===== Dataset entries

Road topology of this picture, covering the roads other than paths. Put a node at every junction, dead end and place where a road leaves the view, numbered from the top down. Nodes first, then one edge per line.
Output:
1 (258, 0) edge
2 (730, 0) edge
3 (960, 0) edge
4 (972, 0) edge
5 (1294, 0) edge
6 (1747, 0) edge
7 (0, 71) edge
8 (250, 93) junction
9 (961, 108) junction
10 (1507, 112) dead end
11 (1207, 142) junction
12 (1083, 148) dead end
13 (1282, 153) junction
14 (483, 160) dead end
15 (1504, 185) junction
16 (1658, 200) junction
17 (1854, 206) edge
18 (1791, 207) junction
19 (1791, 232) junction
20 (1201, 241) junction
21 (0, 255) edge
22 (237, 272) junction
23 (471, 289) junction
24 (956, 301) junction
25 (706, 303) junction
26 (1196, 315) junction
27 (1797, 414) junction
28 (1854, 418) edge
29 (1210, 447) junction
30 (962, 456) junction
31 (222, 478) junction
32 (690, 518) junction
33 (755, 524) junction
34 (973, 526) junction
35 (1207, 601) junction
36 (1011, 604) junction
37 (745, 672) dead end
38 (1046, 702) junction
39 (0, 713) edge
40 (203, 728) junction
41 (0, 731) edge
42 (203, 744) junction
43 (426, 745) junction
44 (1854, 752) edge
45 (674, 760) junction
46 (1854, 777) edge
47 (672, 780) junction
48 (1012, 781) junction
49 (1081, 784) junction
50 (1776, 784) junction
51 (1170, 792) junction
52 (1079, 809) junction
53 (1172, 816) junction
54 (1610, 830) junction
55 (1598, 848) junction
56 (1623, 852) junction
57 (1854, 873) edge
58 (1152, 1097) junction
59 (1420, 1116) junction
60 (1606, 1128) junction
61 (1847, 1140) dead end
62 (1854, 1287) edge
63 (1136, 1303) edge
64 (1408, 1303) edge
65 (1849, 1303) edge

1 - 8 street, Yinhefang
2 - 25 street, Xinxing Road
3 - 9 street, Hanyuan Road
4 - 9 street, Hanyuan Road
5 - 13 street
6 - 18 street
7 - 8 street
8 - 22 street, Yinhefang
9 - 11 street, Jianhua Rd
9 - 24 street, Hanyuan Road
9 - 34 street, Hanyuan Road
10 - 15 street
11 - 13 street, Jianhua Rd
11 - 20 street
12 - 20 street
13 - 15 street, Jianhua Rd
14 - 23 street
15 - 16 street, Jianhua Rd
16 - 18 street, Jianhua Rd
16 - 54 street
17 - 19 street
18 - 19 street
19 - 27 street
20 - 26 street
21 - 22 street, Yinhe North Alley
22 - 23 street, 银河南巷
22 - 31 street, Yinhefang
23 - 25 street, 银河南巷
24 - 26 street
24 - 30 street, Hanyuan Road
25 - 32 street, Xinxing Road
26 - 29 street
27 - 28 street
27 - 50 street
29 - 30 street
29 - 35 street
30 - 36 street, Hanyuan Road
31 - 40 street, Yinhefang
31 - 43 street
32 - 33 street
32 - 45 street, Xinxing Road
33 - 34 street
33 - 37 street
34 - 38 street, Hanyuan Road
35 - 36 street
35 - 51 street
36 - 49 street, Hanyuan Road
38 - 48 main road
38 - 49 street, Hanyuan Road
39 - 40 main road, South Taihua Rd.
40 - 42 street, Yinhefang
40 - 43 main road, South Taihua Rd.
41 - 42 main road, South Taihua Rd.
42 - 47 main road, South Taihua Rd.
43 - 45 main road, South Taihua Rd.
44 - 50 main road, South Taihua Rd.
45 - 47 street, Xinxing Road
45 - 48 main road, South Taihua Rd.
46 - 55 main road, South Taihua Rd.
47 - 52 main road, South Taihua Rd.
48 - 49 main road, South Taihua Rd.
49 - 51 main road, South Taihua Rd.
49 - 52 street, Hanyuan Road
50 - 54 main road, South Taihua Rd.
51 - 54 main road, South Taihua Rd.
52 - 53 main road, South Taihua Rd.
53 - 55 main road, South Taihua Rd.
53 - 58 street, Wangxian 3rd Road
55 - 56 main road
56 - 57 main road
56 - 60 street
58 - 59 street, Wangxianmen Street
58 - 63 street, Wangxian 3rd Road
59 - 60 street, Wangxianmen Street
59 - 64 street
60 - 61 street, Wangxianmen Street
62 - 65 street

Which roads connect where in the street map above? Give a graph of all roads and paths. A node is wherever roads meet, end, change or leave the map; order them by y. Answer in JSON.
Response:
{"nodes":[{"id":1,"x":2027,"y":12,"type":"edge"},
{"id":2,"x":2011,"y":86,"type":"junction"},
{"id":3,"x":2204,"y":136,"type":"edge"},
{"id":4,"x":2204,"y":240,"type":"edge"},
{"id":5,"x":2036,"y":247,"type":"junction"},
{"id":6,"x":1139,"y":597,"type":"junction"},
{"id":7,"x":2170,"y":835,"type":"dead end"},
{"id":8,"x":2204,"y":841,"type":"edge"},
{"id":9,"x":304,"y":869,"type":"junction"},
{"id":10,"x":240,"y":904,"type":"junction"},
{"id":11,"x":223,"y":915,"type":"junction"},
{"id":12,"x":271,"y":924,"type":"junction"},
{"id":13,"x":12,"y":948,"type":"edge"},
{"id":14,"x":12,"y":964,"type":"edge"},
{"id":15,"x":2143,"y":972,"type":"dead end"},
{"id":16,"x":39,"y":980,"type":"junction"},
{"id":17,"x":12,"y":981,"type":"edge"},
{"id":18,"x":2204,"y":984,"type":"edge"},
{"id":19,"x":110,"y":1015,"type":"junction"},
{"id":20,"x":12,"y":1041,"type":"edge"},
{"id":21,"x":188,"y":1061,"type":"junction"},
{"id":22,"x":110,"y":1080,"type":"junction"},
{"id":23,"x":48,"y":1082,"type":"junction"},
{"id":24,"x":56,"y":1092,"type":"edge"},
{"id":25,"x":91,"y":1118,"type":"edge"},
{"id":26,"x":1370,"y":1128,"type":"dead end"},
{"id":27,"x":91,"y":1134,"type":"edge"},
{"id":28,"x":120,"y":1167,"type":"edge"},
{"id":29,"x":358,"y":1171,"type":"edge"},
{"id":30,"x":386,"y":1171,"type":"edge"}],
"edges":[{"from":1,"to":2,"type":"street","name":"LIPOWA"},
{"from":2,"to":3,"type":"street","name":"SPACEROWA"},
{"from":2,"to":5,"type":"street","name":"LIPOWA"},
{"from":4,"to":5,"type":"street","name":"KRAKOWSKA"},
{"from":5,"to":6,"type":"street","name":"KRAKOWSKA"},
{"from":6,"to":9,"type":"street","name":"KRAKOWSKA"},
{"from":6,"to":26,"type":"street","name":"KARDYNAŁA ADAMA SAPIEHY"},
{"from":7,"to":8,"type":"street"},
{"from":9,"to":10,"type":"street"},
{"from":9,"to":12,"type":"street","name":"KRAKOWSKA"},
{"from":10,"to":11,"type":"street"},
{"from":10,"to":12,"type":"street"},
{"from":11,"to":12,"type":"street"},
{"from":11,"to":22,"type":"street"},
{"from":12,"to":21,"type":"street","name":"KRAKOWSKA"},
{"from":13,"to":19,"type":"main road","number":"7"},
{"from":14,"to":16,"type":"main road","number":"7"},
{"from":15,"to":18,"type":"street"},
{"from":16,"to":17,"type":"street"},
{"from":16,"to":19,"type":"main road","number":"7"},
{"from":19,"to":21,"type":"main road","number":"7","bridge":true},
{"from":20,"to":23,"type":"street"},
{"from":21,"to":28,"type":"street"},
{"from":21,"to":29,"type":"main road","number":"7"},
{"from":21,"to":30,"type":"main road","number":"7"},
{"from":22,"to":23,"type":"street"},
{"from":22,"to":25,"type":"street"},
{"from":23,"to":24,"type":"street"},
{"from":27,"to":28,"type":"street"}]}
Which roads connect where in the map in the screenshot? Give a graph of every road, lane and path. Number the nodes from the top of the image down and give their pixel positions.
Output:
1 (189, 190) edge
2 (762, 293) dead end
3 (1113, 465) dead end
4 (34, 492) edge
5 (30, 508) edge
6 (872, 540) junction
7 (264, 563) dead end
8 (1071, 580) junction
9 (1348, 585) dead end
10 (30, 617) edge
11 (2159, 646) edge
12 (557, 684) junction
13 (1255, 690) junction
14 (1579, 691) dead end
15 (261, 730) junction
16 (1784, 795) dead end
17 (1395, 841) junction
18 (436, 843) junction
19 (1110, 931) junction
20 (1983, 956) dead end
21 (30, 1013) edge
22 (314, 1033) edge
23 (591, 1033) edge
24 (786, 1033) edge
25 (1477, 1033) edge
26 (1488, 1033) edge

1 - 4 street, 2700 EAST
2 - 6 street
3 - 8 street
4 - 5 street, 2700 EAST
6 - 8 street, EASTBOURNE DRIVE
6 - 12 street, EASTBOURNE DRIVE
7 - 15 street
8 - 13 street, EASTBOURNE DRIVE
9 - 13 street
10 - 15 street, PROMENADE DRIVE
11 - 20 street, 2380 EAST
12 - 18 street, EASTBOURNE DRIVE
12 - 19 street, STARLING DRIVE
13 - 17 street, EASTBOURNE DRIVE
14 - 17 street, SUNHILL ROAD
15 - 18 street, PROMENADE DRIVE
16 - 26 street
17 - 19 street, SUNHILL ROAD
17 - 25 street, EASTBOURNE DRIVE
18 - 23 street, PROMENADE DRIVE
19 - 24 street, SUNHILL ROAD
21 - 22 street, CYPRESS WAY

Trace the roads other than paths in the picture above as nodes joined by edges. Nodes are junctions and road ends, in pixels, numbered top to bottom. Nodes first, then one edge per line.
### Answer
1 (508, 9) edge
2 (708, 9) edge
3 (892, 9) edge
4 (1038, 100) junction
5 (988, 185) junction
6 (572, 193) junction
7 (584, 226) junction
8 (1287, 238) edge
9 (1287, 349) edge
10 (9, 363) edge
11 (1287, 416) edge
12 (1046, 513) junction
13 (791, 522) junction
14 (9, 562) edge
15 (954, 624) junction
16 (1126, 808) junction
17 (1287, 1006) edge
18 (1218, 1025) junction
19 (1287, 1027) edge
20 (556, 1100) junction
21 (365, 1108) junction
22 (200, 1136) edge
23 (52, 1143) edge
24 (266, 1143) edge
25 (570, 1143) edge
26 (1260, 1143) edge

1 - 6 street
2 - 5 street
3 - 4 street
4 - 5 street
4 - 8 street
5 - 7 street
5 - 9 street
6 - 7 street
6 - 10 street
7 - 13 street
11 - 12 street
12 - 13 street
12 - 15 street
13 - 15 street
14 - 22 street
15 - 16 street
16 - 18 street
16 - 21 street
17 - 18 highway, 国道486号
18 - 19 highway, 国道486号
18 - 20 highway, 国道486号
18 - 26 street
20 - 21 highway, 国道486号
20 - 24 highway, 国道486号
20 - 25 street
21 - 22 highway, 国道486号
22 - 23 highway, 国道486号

==========

Your objective
All lines above with "Which" in them should be returned.

Output for this task
Which roads connect where in the street map above? Give a graph of all roads and paths. A node is wherever roads meet, end, change or leave the map; order them by y. Answer in JSON.
Which roads connect where in the map in the screenshot? Give a graph of every road, lane and path. Number the nodes from the top of the image down and give their pixel positions.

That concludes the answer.